I’m really struggling with understanding how to keep the memory burden under control while doing this process, and so I’m tweaking partitions after reading the data as well as the number of partitions that the Groupby.aggregrate method turns out, but I can’t seem to keep the memory load from exceeding a desired limit (I don’t want to utilize all of the memory on the system for the entire processing time).

In the following code, I’ve taken two opportunities to repartition: first I explicitly call dask.DataFrame.repartition when reading the 1,500 dataframes. As for the number of partitions I chose, I originally chose 7,500 as that would ensure that each chunk should be around 100 MB, but as I keep running out of space I’ve gradually increased it to 8,960.

After the groupby operation, I chose 5,120 partitions for split_out as the number of groups will still retain high cardinality, though the size of the data should definitely decrease somewhat significantly.

With these partition settings, however, the code still is on track to take ~12 hours with memory usage at 99-100%. At this point, time isn’t so much of an issue—I just want to know what I can do to ensure that I can leave the thing running and I won’t encounter memory errors (or cause them to occur for anyone else on the machine).
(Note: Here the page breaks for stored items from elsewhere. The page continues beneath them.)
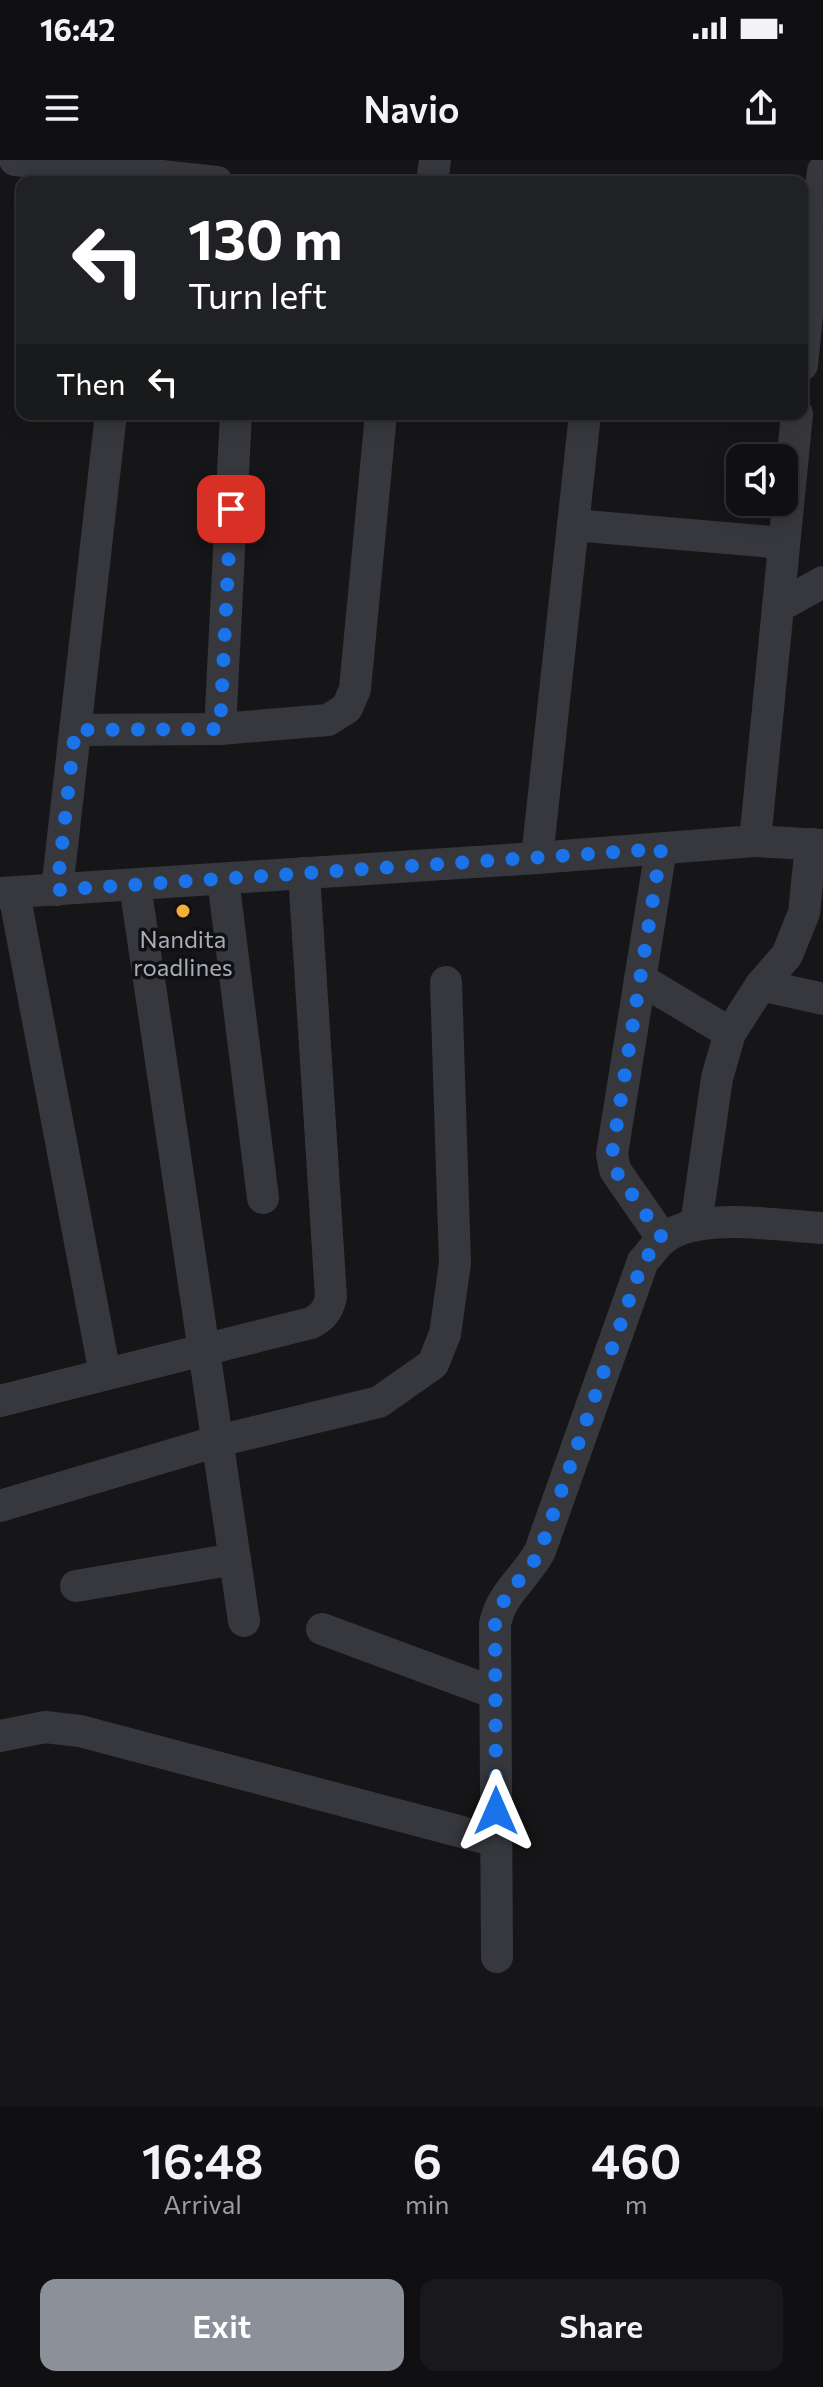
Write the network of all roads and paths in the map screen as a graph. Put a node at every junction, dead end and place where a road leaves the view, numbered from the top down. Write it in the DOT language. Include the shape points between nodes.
graph roads {
  1 [pos="15,160"];
  2 [pos="823,171"];
  3 [pos="124,176"];
  4 [pos="808,244"];
  5 [pos="110,420"];
  6 [pos="236,420"];
  7 [pos="380,420"];
  8 [pos="584,420"];
  9 [pos="796,420"];
  10 [pos="573,525"];
  11 [pos="784,543"];
  12 [pos="823,582"];
  13 [pos="778,607"];
  14 [pos="220,729"];
  15 [pos="75,730"];
  16 [pos="755,841"];
  17 [pos="817,845"];
  18 [pos="661,849"];
  19 [pos="537,858"];
  20 [pos="304,873"];
  21 [pos="223,879"];
  22 [pos="135,885"];
  23 [pos="57,890"];
  24 [pos="7,893"];
  25 [pos="640,979"];
  26 [pos="446,982"];
  27 [pos="761,985"];
  28 [pos="823,999"];
  29 [pos="730,1033"];
  30 [pos="263,1198"];
  31 [pos="696,1225"];
  32 [pos="823,1228"];
  33 [pos="663,1239"];
  34 [pos="204,1349"];
  35 [pos="105,1374"];
  36 [pos="0,1401"];
  37 [pos="218,1441"];
  38 [pos="0,1506"];
  39 [pos="235,1559"];
  40 [pos="76,1586"];
  41 [pos="244,1621"];
  42 [pos="322,1629"];
  43 [pos="495,1693"];
  44 [pos="0,1736"];
  45 [pos="496,1841"];
  46 [pos="497,1957"];
  1 -- 3 [label="street"];
  2 -- 4 [label="street"];
  5 -- 15 [label="street"];
  6 -- 14 [label="street"];
  7 -- 14 [label="street" via="355,689 347,708 328,720"];
  8 -- 10 [label="street"];
  9 -- 11 [label="street"];
  10 -- 11 [label="street"];
  10 -- 19 [label="street"];
  11 -- 13 [label="street"];
  12 -- 13 [label="street"];
  13 -- 16 [label="street"];
  14 -- 15 [label="street"];
  15 -- 23 [label="street"];
  16 -- 17 [label="street"];
  16 -- 18 [label="street"];
  17 -- 27 [label="street" via="804,913 787,955"];
  18 -- 19 [label="street"];
  18 -- 25 [label="street"];
  19 -- 20 [label="street"];
  20 -- 21 [label="street"];
  20 -- 34 [label="street" via="331,1297 328,1309 311,1323"];
  21 -- 22 [label="street"];
  21 -- 30 [label="street"];
  22 -- 23 [label="street"];
  22 -- 34 [label="street"];
  23 -- 24 [label="street"];
  24 -- 35 [label="street"];
  25 -- 29 [label="street"];
  25 -- 33 [label="street" via="612,1154 615,1170"];
  26 -- 37 [label="street" via="455,1263 445,1334 433,1364 379,1402"];
  27 -- 28 [label="street"];
  27 -- 29 [label="street"];
  29 -- 31 [label="street" via="717,1078"];
  31 -- 32 [label="street"];
  31 -- 33 [label="street"];
  33 -- 43 [label="street" via="643,1261 540,1551 498,1607"];
  34 -- 35 [label="street"];
  34 -- 37 [label="street"];
  35 -- 36 [label="street"];
  37 -- 38 [label="street"];
  37 -- 39 [label="street"];
  39 -- 40 [label="street"];
  39 -- 41 [label="street"];
  42 -- 43 [label="street"];
  43 -- 45 [label="street"];
  44 -- 45 [label="street" via="45,1727 80,1731"];
  45 -- 46 [label="street"];
}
I want to love Dask but I still feel like I’m missing some pieces when it comes to comfortably utilizing it. Any help would be much appreciated!

from pathlib import Path

import dask.dataframe as dd
from dask.diagnostics.progress import ProgressBar

ddf = (
    dd.read_parquet(
        list(Path("path/to/dataframes").glob("*.parquet")), dtype_backend="pyarrow"
    )
    .astype(
        {
            "group": "string[pyarrow]",
            "record_id": "category",
            "weight": "float32",
        }
    )
    .repartition(npartitions=8960)   # Was originally ~7500 as it = 0.5 GB * 1500 files / 0.1
)

result = (
    ddf.groupby(
        ["group", "record_id"], observed=True, sort=False
    )
    .aggregate(
        count=("weight", "count"),
        mean_weight=("weight", "mean"),
        split_out=5120,  # Aggregated data should be smaller, but still shows high cardinality in groups
        shuffle_method="tasks",
    )
    .reset_index()
)

result = result.assign(weighted_count=result["count"] * result["mean_weight"]).astype(
    {
        "group": "string[pyarrow]",
        "record_id": "category",
        "count": "int16",
        "weighted_count": "float32",
    }
)
result = result.drop(columns=["mean_weight"])

with ProgressBar():
        result.to_parquet(
            "path/to/file.parquet",
            engine="pyarrow",
            write_options={"compression": "ZSTD", "compression_level": 15},
        )
1 Like

Hi @lusk, welcome to Dask Community!

Your problem definitly sounds like something Dask should be able to solve.

Firs, are you using a distributed Scheduler? If not, I really think creating a LocalCluster and associated Client could help you: both for ensuring memory is kept under a specific threshold (using memory_limit and specifying the number of workers), and secondly to monitor what might be the problem using the associated Dashboard.

A few other thoughts:

I wouldn’t do that as repartitionning can be expensive, and Dask should use sensible default. If you want to change the default thought, you should specify the size of the blocks/partitions you want in read_parquet call.

I’m not completly sure of the split_out kwarg, if you have a big number of different group + record_id combinations, then I don’t think this is useful.

Also in the code example, instead of using astype, I would recommend setting dtypes in the read_parquet call, to avoid a conversion afterwards.

With all that, I would launch the computation and follow its execution through the dashboard, see if the Worker memory is being overloaded at some point, and try to identify why. Since you’re doing an aggregation the groupy phase should be able to stream the results quite well. But it might depend on how your input dataset is balanced between group and record_id.